*SUPPLIED ENTRIES*.

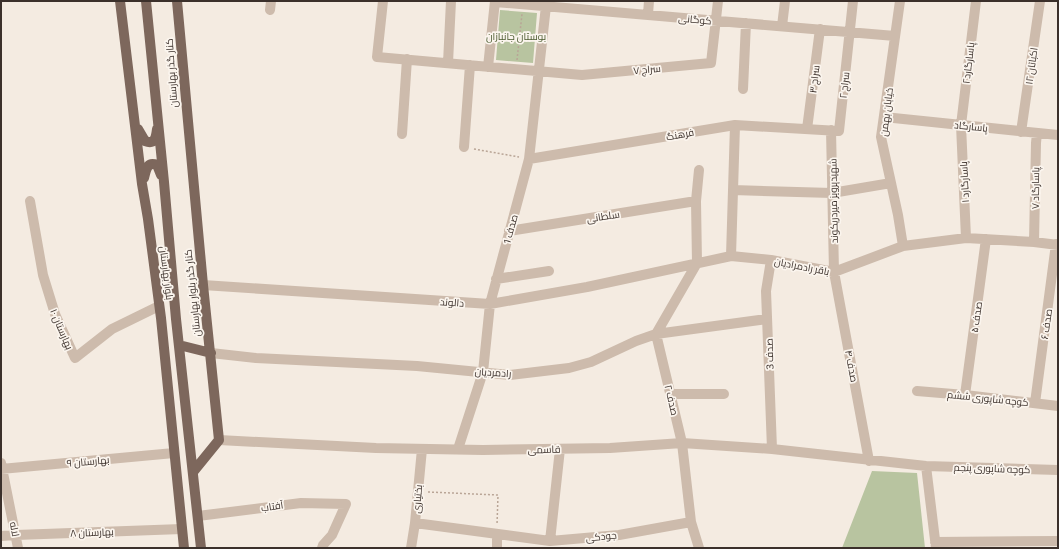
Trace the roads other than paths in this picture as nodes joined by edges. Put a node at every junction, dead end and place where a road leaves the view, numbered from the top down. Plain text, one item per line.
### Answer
1 (120, 1) edge
2 (146, 1) edge
3 (177, 1) edge
4 (383, 1) edge
5 (451, 1) edge
6 (495, 1) edge
7 (649, 1) edge
8 (718, 1) edge
9 (785, 1) edge
10 (853, 1) edge
11 (900, 1) edge
12 (976, 1) edge
13 (1040, 1) edge
14 (578, 5) edge
15 (546, 6) junction
16 (648, 14) junction
17 (715, 20) junction
18 (746, 23) junction
19 (782, 26) junction
20 (820, 29) junction
21 (850, 32) junction
22 (896, 36) junction
23 (407, 59) junction
24 (448, 63) junction
25 (470, 65) junction
26 (488, 67) junction
27 (540, 72) junction
28 (743, 89) dead end
29 (884, 117) junction
30 (158, 122) junction
31 (735, 125) junction
32 (961, 125) junction
33 (136, 126) junction
34 (807, 129) junction
35 (831, 130) junction
36 (1021, 132) junction
37 (1037, 133) junction
38 (402, 134) dead end
39 (1058, 136) edge
40 (190, 144) joint
41 (464, 147) road end
42 (529, 159) junction
43 (699, 170) dead end
44 (164, 182) junction
45 (891, 183) junction
46 (142, 184) junction
47 (733, 190) junction
48 (832, 193) junction
49 (30, 201) dead end
50 (696, 201) junction
51 (509, 231) junction
52 (966, 238) junction
53 (986, 239) junction
54 (1034, 242) junction
55 (1057, 245) edge
56 (902, 246) junction
57 (731, 256) junction
58 (771, 260) junction
59 (698, 263) junction
60 (549, 271) dead end
61 (834, 272) junction
62 (496, 279) junction
63 (203, 285) junction
64 (490, 304) junction
65 (160, 306) junction
66 (768, 319) junction
67 (656, 334) junction
68 (179, 345) junction
69 (211, 353) junction
70 (483, 372) junction
71 (917, 391) dead end
72 (670, 394) junction
73 (724, 394) dead end
74 (965, 395) junction
75 (1035, 403) junction
76 (1058, 406) edge
77 (219, 440) junction
78 (682, 443) junction
79 (422, 449) junction
80 (458, 449) junction
81 (560, 449) junction
82 (772, 449) junction
83 (174, 453) junction
84 (869, 461) junction
85 (926, 466) junction
86 (1, 467) edge
87 (1058, 470) edge
88 (193, 472) junction
89 (198, 516) junction
90 (691, 522) junction
91 (415, 523) junction
92 (182, 529) junction
93 (16, 534) junction
94 (497, 534) junction
95 (1, 536) edge
96 (550, 541) junction
97 (1058, 541) edge
98 (936, 545) edge
99 (18, 548) edge
100 (184, 548) edge
101 (201, 548) edge
102 (322, 548) edge
103 (410, 548) edge
104 (497, 548) edge
105 (699, 548) edge

1 - 33 main road, بلوار بهارستان
2 - 30 main road, بلوار بهارستان
3 - 40 main road, کنار گذر بهارستان
4 - 23 street
5 - 24 street
6 - 15 street, کوگانی
6 - 26 street
7 - 16 street
8 - 17 street
9 - 19 street
10 - 21 street
11 - 22 street, خیابان بهمن
12 - 32 street, پاسارگارد۲
13 - 36 street, اکباتان ۱۲
14 - 15 street, کوگانی
14 - 16 street, کوگانی
15 - 27 street, صدف 1
16 - 17 street, کوگانی
17 - 18 street, کوگانی
17 - 27 street, سراج ۷
18 - 19 street, کوگانی
18 - 28 street
19 - 20 street, کوگانی
20 - 21 street, کوگانی
20 - 34 street, سراج ۳
21 - 22 street, کوگانی
21 - 35 street, سراج ۲
22 - 29 street, خیابان بهمن
23 - 24 street
23 - 38 street
24 - 25 street
25 - 26 street
25 - 41 street
26 - 27 street
27 - 42 street, صدف 1
29 - 32 street, پاسارگاد
29 - 45 street, خیابان بهمن
30 - 33 main road
30 - 44 main road, بلوار بهارستان
31 - 34 street, فرهنگ
31 - 42 street, فرهنگ
31 - 47 street
32 - 36 street, پاسارگاد
32 - 52 street, پاسارگارد ۱
33 - 46 main road, بلوار بهارستان
34 - 35 street, فرهنگ
35 - 48 street, شهیدپرویز میردریکوند
36 - 37 street, پاسارگاد
37 - 39 street, پاسارگاد
37 - 54 street, پاسارگاد ۷
40 - 63 main road, کنار گذر بلوار بهارستان
42 - 51 street, صدف 1
43 - 50 street
44 - 46 main road
44 - 68 main road, بلوار بهارستان
45 - 48 street
45 - 56 street, خیابان بهمن
46 - 65 main road, بلوار بهارستان
47 - 48 street
47 - 57 street
48 - 61 street, شهیدپرویز میردریکوند
49 - 65 street, بهارستان ۱۰
50 - 51 street, سلطانی
50 - 59 street
51 - 62 street, صدف 1
52 - 53 street, باقر رادمرادیان
52 - 56 street, باقر رادمرادیان
53 - 54 street, باقر رادمرادیان
53 - 74 street, صدف ۵
54 - 55 street, باقر رادمرادیان
55 - 75 street, صدف ۶
56 - 61 street, باقر رادمرادیان
57 - 58 street, باقر رادمرادیان
57 - 59 street, باقر رادمرادیان
58 - 61 street, باقر رادمرادیان
58 - 66 street, صدف 3
59 - 64 street, دالوند
59 - 67 street
60 - 62 street
61 - 84 street, صدف ۴
62 - 64 street, صدف 1
63 - 64 street, دالوند
63 - 69 main road, کنار گذر بلوار بهارستان
64 - 70 street, صدف 1
65 - 83 main road, بلوار بهارستان
66 - 67 street, رادمردیان
66 - 82 street, صدف 3
67 - 70 street, رادمردیان
67 - 72 street, صدف ۲
68 - 69 main road
68 - 88 main road, بلوار بهارستان
69 - 70 street, رادمردیان
69 - 77 main road, کنار گذر بلوار بهارستان
70 - 80 street, صدف 1
71 - 74 street, کوچه شاپوری ششم
72 - 73 street
72 - 78 street, صدف ۲
74 - 75 street, کوچه شاپوری ششم
75 - 76 street, کوچه شاپوری ششم
77 - 79 street, قاسمی
77 - 88 main road
78 - 81 street, قاسمی
78 - 82 street, قاسمی
78 - 90 street, صدف ۲
79 - 80 street, قاسمی
79 - 91 street, بختیاری
80 - 81 street, قاسمی
81 - 96 street
82 - 84 street, قاسمی
83 - 86 street, بهارستان ۹
83 - 92 main road, بلوار بهارستان
84 - 85 street, کوچه شاپوری پنجم
85 - 87 street, کوچه شاپوری پنجم
85 - 98 street
86 - 93 street, لاله
88 - 89 main road, بلوار بهارستان
89 - 101 main road, بلوار بهارستان
89 - 102 street, آفتاب
90 - 96 street, جودکی
90 - 105 street, صدف ۲
91 - 94 street, جودکی
91 - 103 street, بختیاری
92 - 93 street, بهارستان ۸
92 - 100 main road, بلوار بهارستان
93 - 95 street, بهارستان ۸
93 - 99 street, لاله
94 - 96 street, جودکی
94 - 104 street
97 - 98 street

*YOUR ASSIGNMENT*.
Look through the records above for the string "جودکی", then copy every line that has it.

*RESPONSE BOX*.
90 - 96 street, جودکی
91 - 94 street, جودکی
94 - 96 street, جودکی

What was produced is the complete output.